Xaxxon’s OpenLIDAR Sensor is a rotational laser scanner with open source software and hardware, intended for use with autonomous mobile robots and simultaneous-location-and-mapping (SLAM) applications.
Xaxxon Oculus Prime robot.
Colin Adamson, owner of Xaxxon, explains that the sensor was originally designed for use with Xaxxon’s Oculus Prime mobile robot, a telerobotic, internet operated vehicle that is capable of autonomous navigation, automated patrols, and security sensing functions. Looking ahead, it is also intended for use with future robots that are currently being developed by Xaxxon, for mapping and localization, path planning and obstacle avoidance.
“We designed our own sensor because nothing available on the market quite fit our needs of low cost, open source, and the ability to adapt the mechanical design to work with the robot chassis design. The stand-alone sensor is targeted at hobbyists, education/universities or anyone needing to add mapping and auto-navigation to an unmanned vehicle or multirotor aircraft.”
Open source and open hardware
Adamson explains that all of Xaxxon’s products have typically been in the low cost hobbyist realm, which is why they try to keep costs as low as possible. As a hardware integrator, the company is particularly excited by the availability of lower cost sensors, as it simply allows for providing more capable robots.
“I think the characteristic of open source/open hardware is just as important as lower cost, as it gives robot designers the ability to precisely adapt a sensor to their often-very-specific application, and even enhance the software and hardware where possible”.

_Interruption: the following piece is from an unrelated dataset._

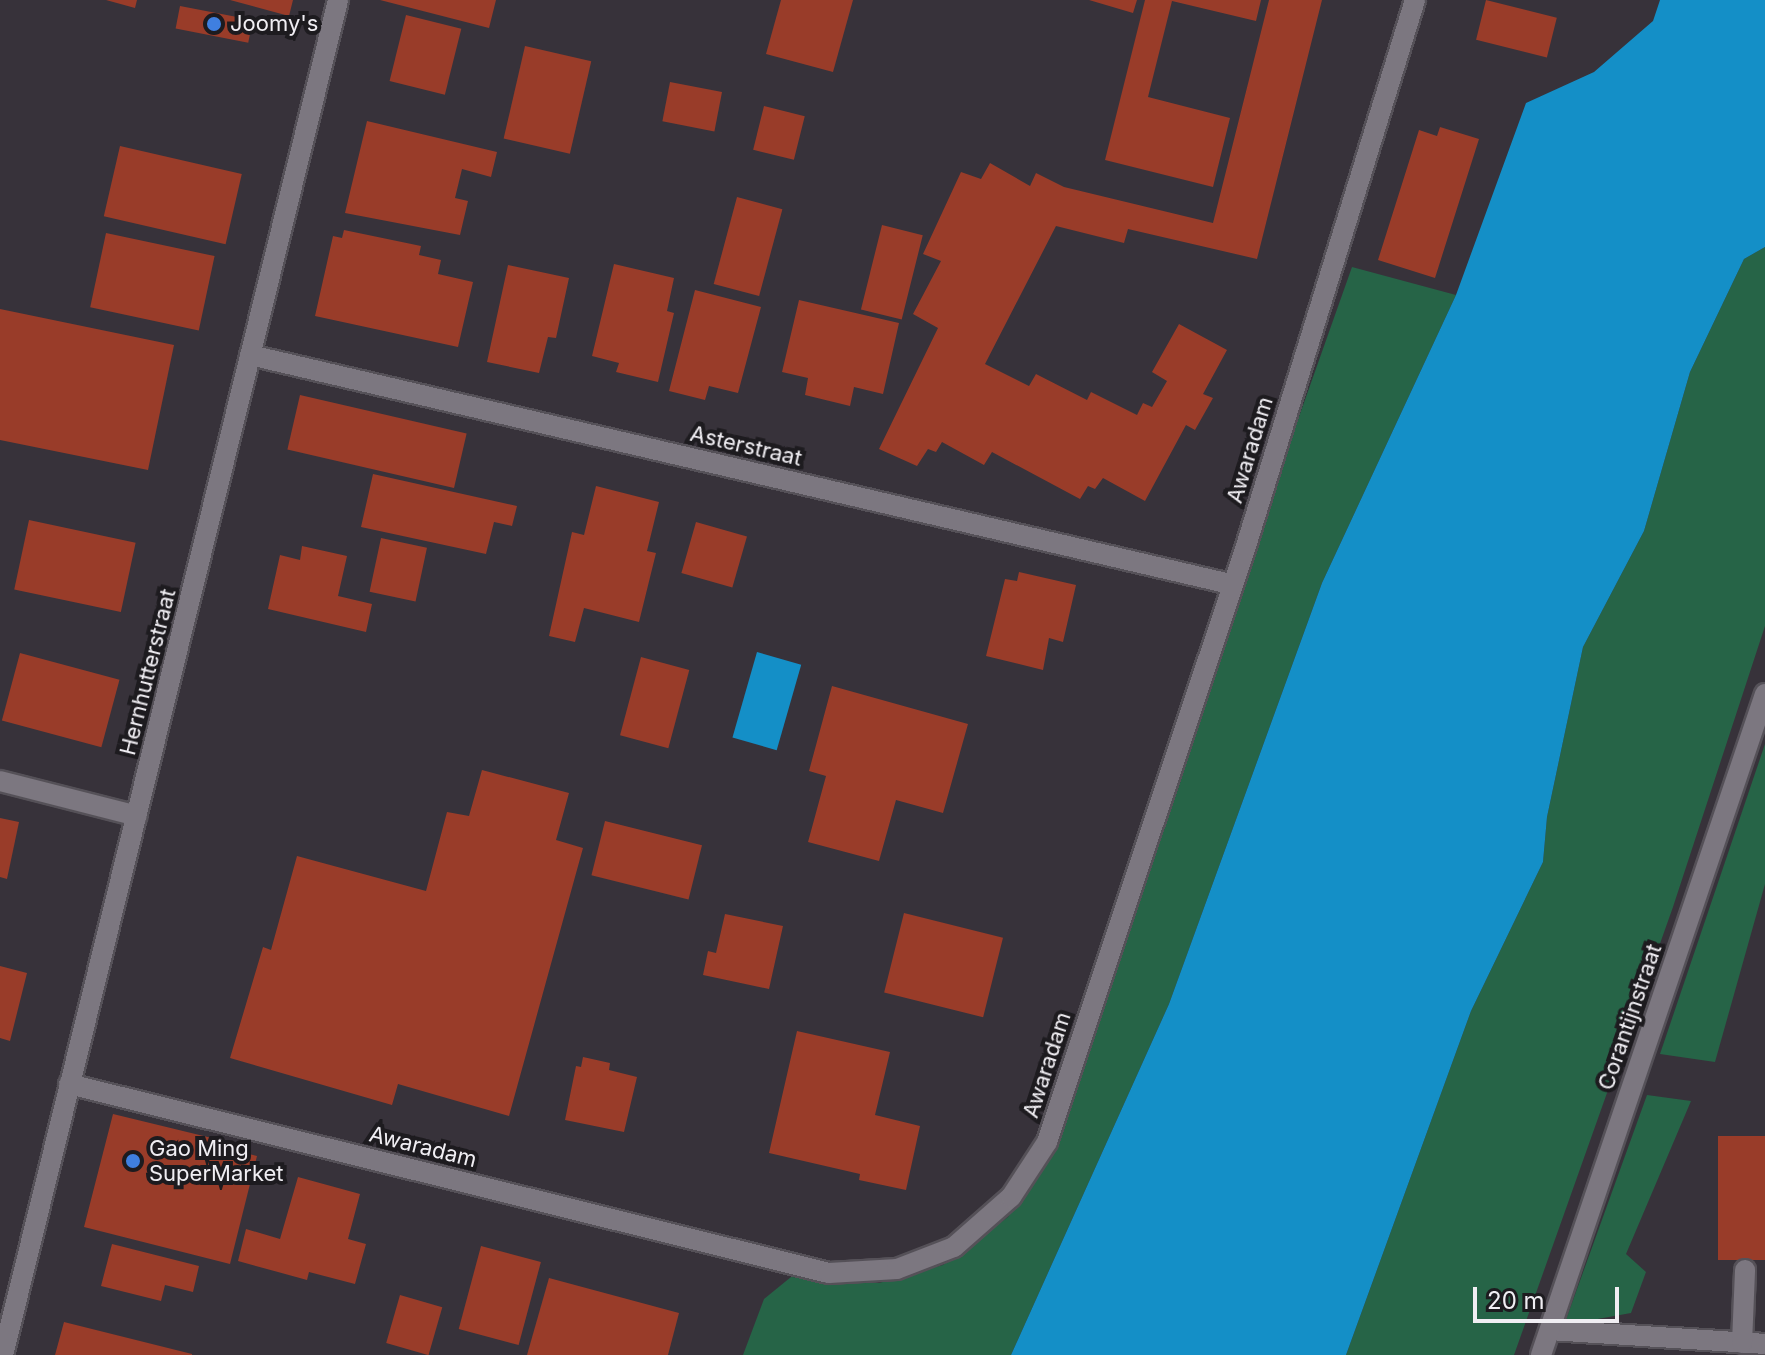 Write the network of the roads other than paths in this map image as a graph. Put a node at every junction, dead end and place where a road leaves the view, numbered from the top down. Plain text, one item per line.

Until now, Xaxxon has been using low cost depth cameras as Oculus Prime’s main SLAM sensor, because lidars available on the market were either too expensive, bulky, power-hungry, or of unstable supply.
Xaxxon’s OpenLIDAR Sensor is a rotational laser scanner with open software and hardware.

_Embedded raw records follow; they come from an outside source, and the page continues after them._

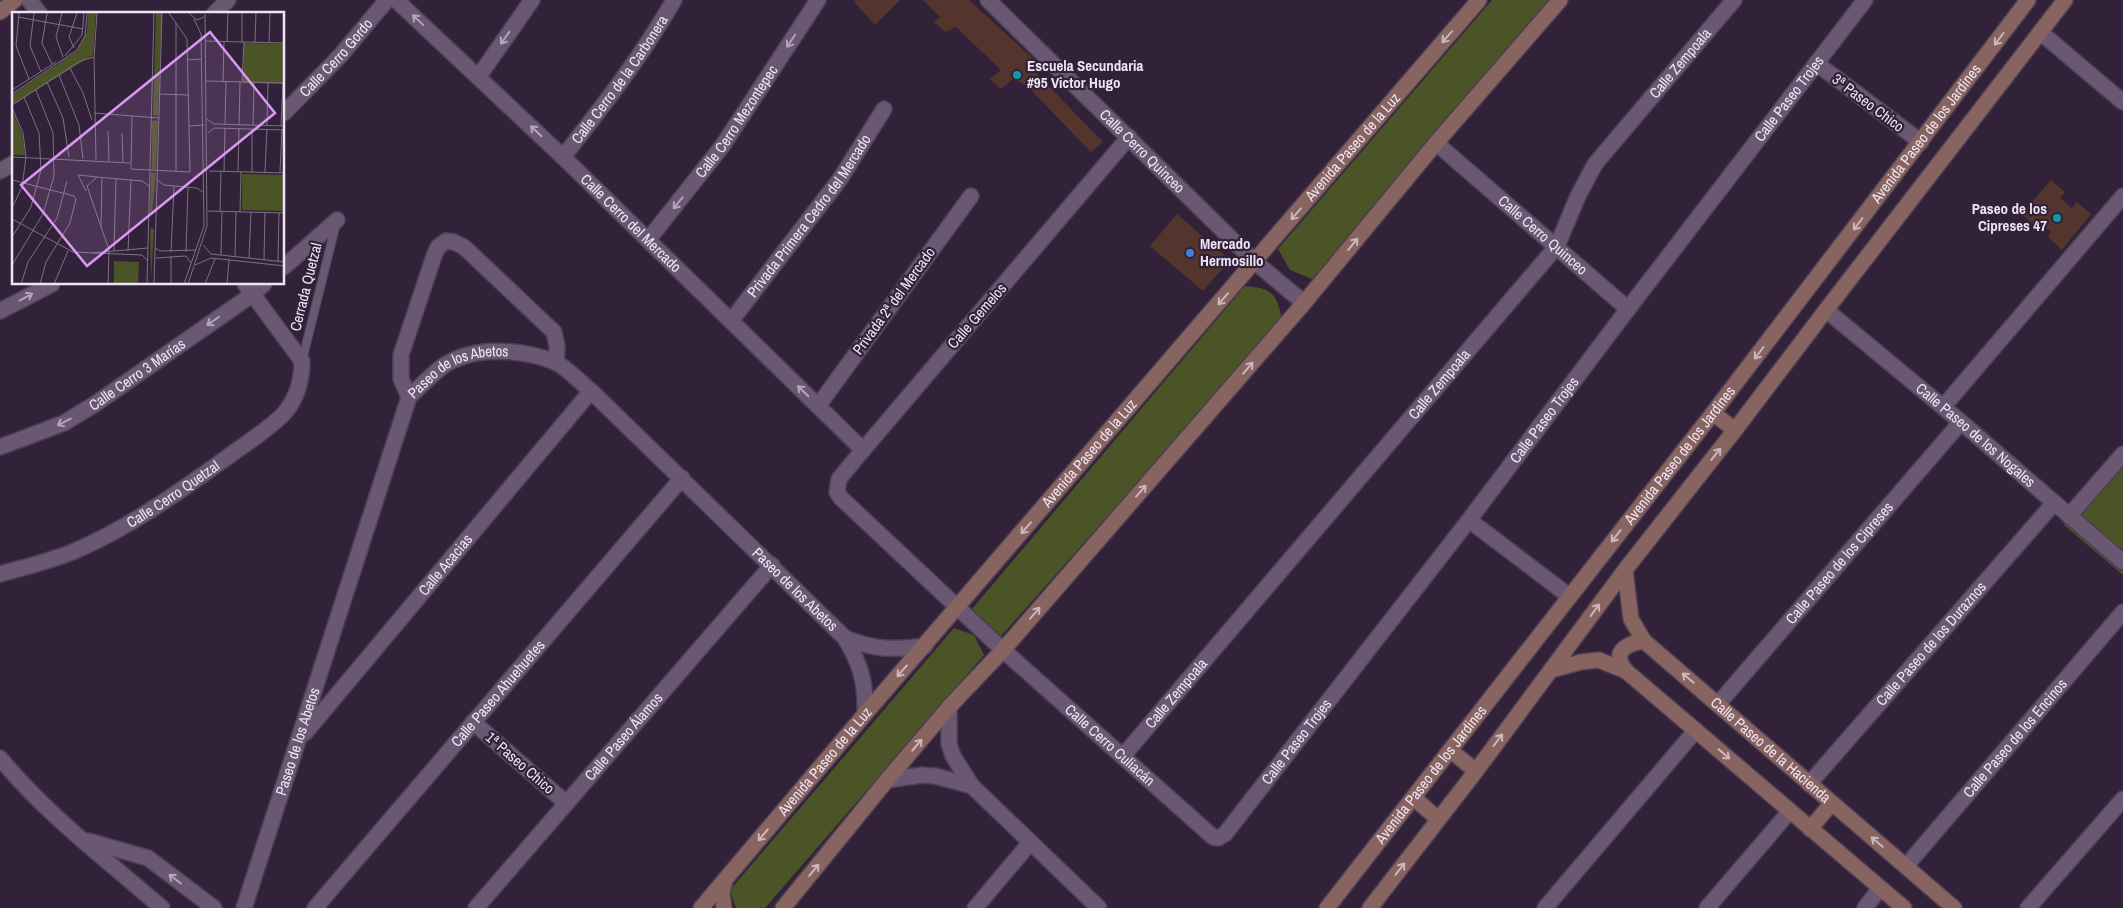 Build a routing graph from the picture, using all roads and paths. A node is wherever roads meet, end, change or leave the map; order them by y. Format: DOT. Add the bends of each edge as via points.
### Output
graph roads {
  1 [pos="16,0"];
  2 [pos="30,0"];
  3 [pos="228,0"];
  4 [pos="388,0"];
  5 [pos="396,0"];
  6 [pos="532,0"];
  7 [pos="674,0"];
  8 [pos="818,0"];
  9 [pos="988,0"];
  10 [pos="1560,0"];
  11 [pos="1734,0"];
  12 [pos="1865,0"];
  13 [pos="2028,0"];
  14 [pos="2065,0"];
  15 [pos="1475,1"];
  16 [pos="0,12"];
  17 [pos="39,12"];
  18 [pos="216,12"];
  19 [pos="2040,32"];
  20 [pos="1816,63"];
  21 [pos="479,76"];
  22 [pos="2123,102"];
  23 [pos="884,109"];
  24 [pos="285,112"];
  25 [pos="1129,137"];
  26 [pos="1920,142"];
  27 [pos="1436,143"];
  28 [pos="563,157"];
  29 [pos="12,164"];
  30 [pos="0,171"];
  31 [pos="971,196"];
  32 [pos="2123,196"];
  33 [pos="337,220"];
  34 [pos="648,240"];
  35 [pos="1557,246"];
  36 [pos="1255,262"];
  37 [pos="285,265"];
  38 [pos="50,285"];
  39 [pos="254,287"];
  40 [pos="1304,303"];
  41 [pos="1628,308"];
  42 [pos="1826,310"];
  43 [pos="0,311"];
  44 [pos="731,321"];
  45 [pos="302,361"];
  46 [pos="556,363"];
  47 [pos="591,391"];
  48 [pos="409,398"];
  49 [pos="818,406"];
  50 [pos="1943,407"];
  51 [pos="1713,413"];
  52 [pos="1961,422"];
  53 [pos="1735,430"];
  54 [pos="0,447"];
  55 [pos="863,450"];
  56 [pos="2123,454"];
  57 [pos="1673,464"];
  58 [pos="682,478"];
  59 [pos="1694,481"];
  60 [pos="2054,503"];
  61 [pos="2069,516"];
  62 [pos="1469,520"];
  63 [pos="2123,562"];
  64 [pos="772,566"];
  65 [pos="1625,570"];
  66 [pos="0,574"];
  67 [pos="1569,596"];
  68 [pos="957,608"];
  69 [pos="2123,612"];
  70 [pos="845,638"];
  71 [pos="1644,641"];
  72 [pos="925,646"];
  73 [pos="1003,650"];
  74 [pos="1551,670"];
  75 [pos="1626,671"];
  76 [pos="1718,704"];
  77 [pos="949,707"];
  78 [pos="865,714"];
  79 [pos="473,722"];
  80 [pos="1696,730"];
  81 [pos="300,739"];
  82 [pos="1451,751"];
  83 [pos="1123,756"];
  84 [pos="0,758"];
  85 [pos="1476,770"];
  86 [pos="887,780"];
  87 [pos="1809,784"];
  88 [pos="972,786"];
  89 [pos="1414,798"];
  90 [pos="2123,799"];
  91 [pos="566,803"];
  92 [pos="1832,803"];
  93 [pos="1790,811"];
  94 [pos="1438,819"];
  95 [pos="1810,829"];
  96 [pos="1218,838"];
  97 [pos="84,840"];
  98 [pos="1030,843"];
  99 [pos="1906,866"];
  100 [pos="727,878"];
  101 [pos="1880,888"];
  102 [pos="162,908"];
  103 [pos="214,908"];
  104 [pos="244,908"];
  105 [pos="315,908"];
  106 [pos="476,908"];
  107 [pos="701,908"];
  108 [pos="724,908"];
  109 [pos="783,908"];
  110 [pos="975,908"];
  111 [pos="1099,908"];
  112 [pos="1327,908"];
  113 [pos="1370,908"];
  114 [pos="1545,908"];
  115 [pos="1707,908"];
  116 [pos="1865,908"];
  117 [pos="1904,908"];
  118 [pos="1954,908"];
  119 [pos="2028,908"];
  1 -- 16 [label="street"];
  2 -- 17 [label="street"];
  3 -- 18 [label="street"];
  4 -- 24 [label="street, Calle Cerro Gordo" via="340,56"];
  21 -- 5 [label="street, Calle Cerro del Mercado, one-way"];
  6 -- 21 [label="street, one-way"];
  7 -- 28 [label="street, Calle Cerro de la Carbonera" via="604,105"];
  8 -- 34 [label="street, Calle Cerro Mezontepec, one-way" via="723,145"];
  9 -- 25 [label="street, Calle Cerro Quinceo"];
  10 -- 27 [label="street"];
  11 -- 35 [label="street, Calle Zempoala" via="1595,164"];
  12 -- 20 [label="street, Calle Paseo Trojes"];
  13 -- 26 [label="street, Avenida Paseo de los Jardines, one-way"];
  14 -- 19 [label="street, Avenida Paseo de los Jardines"];
  15 -- 36 [label="street, Avenida Paseo de la Luz, one-way"];
  19 -- 22 [label="street"];
  19 -- 42 [label="street, Avenida Paseo de los Jardines"];
  20 -- 26 [label="street, 3ª Paseo Chico"];
  20 -- 41 [label="street, Calle Paseo Trojes"];
  28 -- 21 [label="street, Calle Cerro del Mercado, one-way"];
  23 -- 44 [label="street, Privada Primera Cedro del Mercado" via="840,179"];
  25 -- 36 [label="street, Calle Cerro Quinceo"];
  25 -- 55 [label="street, Calle Gemelos"];
  26 -- 51 [label="street, Avenida Paseo de los Jardines, one-way"];
  27 -- 35 [label="street, Calle Cerro Quinceo"];
  40 -- 27 [label="street, one-way"];
  28 -- 34 [label="street, Calle Cerro del Mercado"];
  29 -- 30 [label="street"];
  31 -- 49 [label="street, Privada 2ª del Mercado"];
  32 -- 50 [label="street"];
  33 -- 37 [label="street"];
  33 -- 45 [label="lane, Cerrada Quetzal"];
  34 -- 44 [label="street, Calle Cerro del Mercado"];
  35 -- 41 [label="street, Calle Cerro Quinceo"];
  35 -- 83 [label="street, Calle Zempoala"];
  36 -- 40 [label="street, Calle Cerro Quinceo"];
  36 -- 68 [label="street, Avenida Paseo de la Luz, one-way"];
  43 -- 38 [label="street, one-way"];
  39 -- 45 [label="street"];
  39 -- 54 [label="street, Calle Cerro 3 Marías, one-way" via="95,404 64,423"];
  73 -- 40 [label="street, one-way"];
  41 -- 62 [label="street, Calle Paseo Trojes"];
  42 -- 50 [label="street, Calle Paseo de los Nogales"];
  42 -- 53 [label="street, Avenida Paseo de los Jardines"];
  49 -- 44 [label="street, Calle Cerro del Mercado, one-way"];
  45 -- 66 [label="street, Calle Cerro Quetzal" via="296,395 285,412 171,498 127,526 75,551"];
  46 -- 47 [label="street, Paseo de los Abetos"];
  46 -- 48 [label="street, Paseo de los Abetos" via="508,351 483,352 444,366"];
  46 -- 48 [label="street" via="554,332 464,247 446,241 434,256 401,355 401,379"];
  47 -- 58 [label="street, Paseo de los Abetos"];
  47 -- 81 [label="street, Calle Acacias"];
  48 -- 81 [label="street, Paseo de los Abetos"];
  49 -- 55 [label="street, Calle Cerro del Mercado"];
  50 -- 52 [label="street, Calle Paseo de los Nogales"];
  51 -- 53 [label="street"];
  51 -- 57 [label="street, Avenida Paseo de los Jardines"];
  52 -- 60 [label="street, Calle Paseo de los Nogales"];
  52 -- 76 [label="street, Calle Paseo de los Cipreses"];
  59 -- 53 [label="street, Avenida Paseo de los Jardines, one-way"];
  55 -- 68 [label="street, Calle Gemelos" via="839,479 837,492"];
  56 -- 61 [label="street"];
  57 -- 59 [label="street"];
  57 -- 67 [label="street, Avenida Paseo de los Jardines, one-way"];
  58 -- 64 [label="street, Paseo de los Abetos"];
  58 -- 79 [label="street, Calle Paseo Ahuehuetes"];
  59 -- 65 [label="street, Avenida Paseo de los Jardines"];
  60 -- 61 [label="street, Calle Paseo de los Nogales"];
  60 -- 87 [label="street, Calle Paseo de los Duraznos"];
  61 -- 63 [label="street, Calle Paseo de los Nogales"];
  62 -- 67 [label="street"];
  62 -- 96 [label="street, Calle Paseo Trojes" via="1225,834"];
  64 -- 70 [label="street, Paseo de los Abetos"];
  64 -- 91 [label="street, Calle Paseo Álamos"];
  65 -- 71 [label="street, Calle Paseo de la Hacienda" via="1631,619"];
  74 -- 65 [label="street, Avenida Paseo de los Jardines, one-way"];
  67 -- 82 [label="street, Avenida Paseo de los Jardines"];
  68 -- 72 [label="street, Avenida Paseo de la Luz"];
  68 -- 73 [label="street, Calle Cerro Culiacán"];
  69 -- 99 [label="street, Calle Paseo de los Encinos"];
  70 -- 72 [label="street, Paseo de los Abetos" via="882,649"];
  70 -- 78 [label="street, Paseo de los Abetos" via="862,671"];
  71 -- 75 [label="street" via="1627,645 1620,654 1619,659"];
  76 -- 71 [label="street, Calle Paseo de la Hacienda, one-way"];
  72 -- 78 [label="street, Avenida Paseo de la Luz, one-way"];
  73 -- 77 [label="street"];
  73 -- 83 [label="street, Calle Cerro Culiacán"];
  74 -- 75 [label="street" via="1599,660"];
  85 -- 74 [label="street, Avenida Paseo de los Jardines, one-way"];
  75 -- 80 [label="street"];
  76 -- 87 [label="street, Calle Paseo de la Hacienda"];
  86 -- 77 [label="street, one-way"];
  77 -- 88 [label="street" via="949,744"];
  78 -- 100 [label="street, Avenida Paseo de la Luz, one-way"];
  79 -- 91 [label="street, 1ª Paseo Chico"];
  79 -- 105 [label="street, Calle Paseo Ahuehuetes"];
  80 -- 93 [label="street, one-way"];
  80 -- 114 [label="street"];
  81 -- 104 [label="street, Paseo de los Abetos"];
  82 -- 85 [label="street"];
  82 -- 89 [label="street, Avenida Paseo de los Jardines"];
  83 -- 96 [label="street, Calle Cerro Culiacán" via="1213,837"];
  84 -- 97 [label="street" via="20,782"];
  85 -- 94 [label="street, Avenida Paseo de los Jardines"];
  86 -- 88 [label="street" via="922,775"];
  109 -- 86 [label="street, one-way"];
  87 -- 92 [label="street, Calle Paseo de la Hacienda"];
  88 -- 98 [label="street"];
  89 -- 94 [label="street"];
  89 -- 112 [label="street, Avenida Paseo de los Jardines"];
  90 -- 119 [label="street"];
  91 -- 106 [label="street, Calle Paseo Álamos"];
  92 -- 95 [label="street"];
  99 -- 92 [label="street, Calle Paseo de la Hacienda, one-way"];
  93 -- 95 [label="street"];
  93 -- 115 [label="street"];
  113 -- 94 [label="street, Avenida Paseo de los Jardines, one-way"];
  95 -- 101 [label="street"];
  97 -- 102 [label="street"];
  103 -- 97 [label="street, one-way" via="148,858"];
  98 -- 110 [label="street"];
  98 -- 111 [label="street"];
  99 -- 118 [label="street, Calle Paseo de la Hacienda"];
  100 -- 107 [label="street, Avenida Paseo de la Luz"];
  100 -- 108 [label="street" via="722,892"];
  101 -- 116 [label="street"];
  101 -- 117 [label="street"];
}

“Low cost depth cameras such as Orbbec and Realsense do the job, but have limited range and field of view. Auto navigation with depth cameras alone works well enough, but making accurate, large maps by manually driving the robot around definitely takes some practice, and a lot of patience. The new sensor makes mapping faster, easier, and more accurate. Localization while auto-navigating is also more robust and accurate, thanks to the 360 degree FOV compared to the 60-90 degrees of a depth camera”.

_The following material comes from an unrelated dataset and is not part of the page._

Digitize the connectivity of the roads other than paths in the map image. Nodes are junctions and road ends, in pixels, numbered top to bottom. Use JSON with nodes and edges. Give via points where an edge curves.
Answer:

Although the intended use is autonomous navigation of relatively low-speed, small mobile robots and the sensor can only capture data in a 2D horizontal plane, the ROS LaserScan message can be converted into a point cloud message within 3D space using other ROS packages. If mounted to a motorized tilting-platform, the sensor could perform full 3D scanning. Currently, Xaxxon doesn’t offer that setup, so that would be a DIY situation.
Robotic developer support
The Xaxxon sensor is fully compatible with all versions of ROS, which is an open-source, meta-operating system for robots. ”Currently, the sensor is only used in conjunction with the ROS framework, because ROS is mature software with most of the functionality needed already built in, including high performance auto-navigation packages, mapping algorithms, graphical visualization tools, and the ability to easily incorporate data from multiple sensors of various types simultaneously”.
The sensor can be used with a host PC running the ROS driver to communicate with it via USB, which will continuously broadcast a 360 degree ROS LaserScan message. This message is used as one of the inputs for the ROS navigation system to localize a mobile robot and plan a driving path through a known map. The message is also used by mapping algorithms such as Gmapping, Hector SLAM and Cartographer, to create a map of an area while driving around manually.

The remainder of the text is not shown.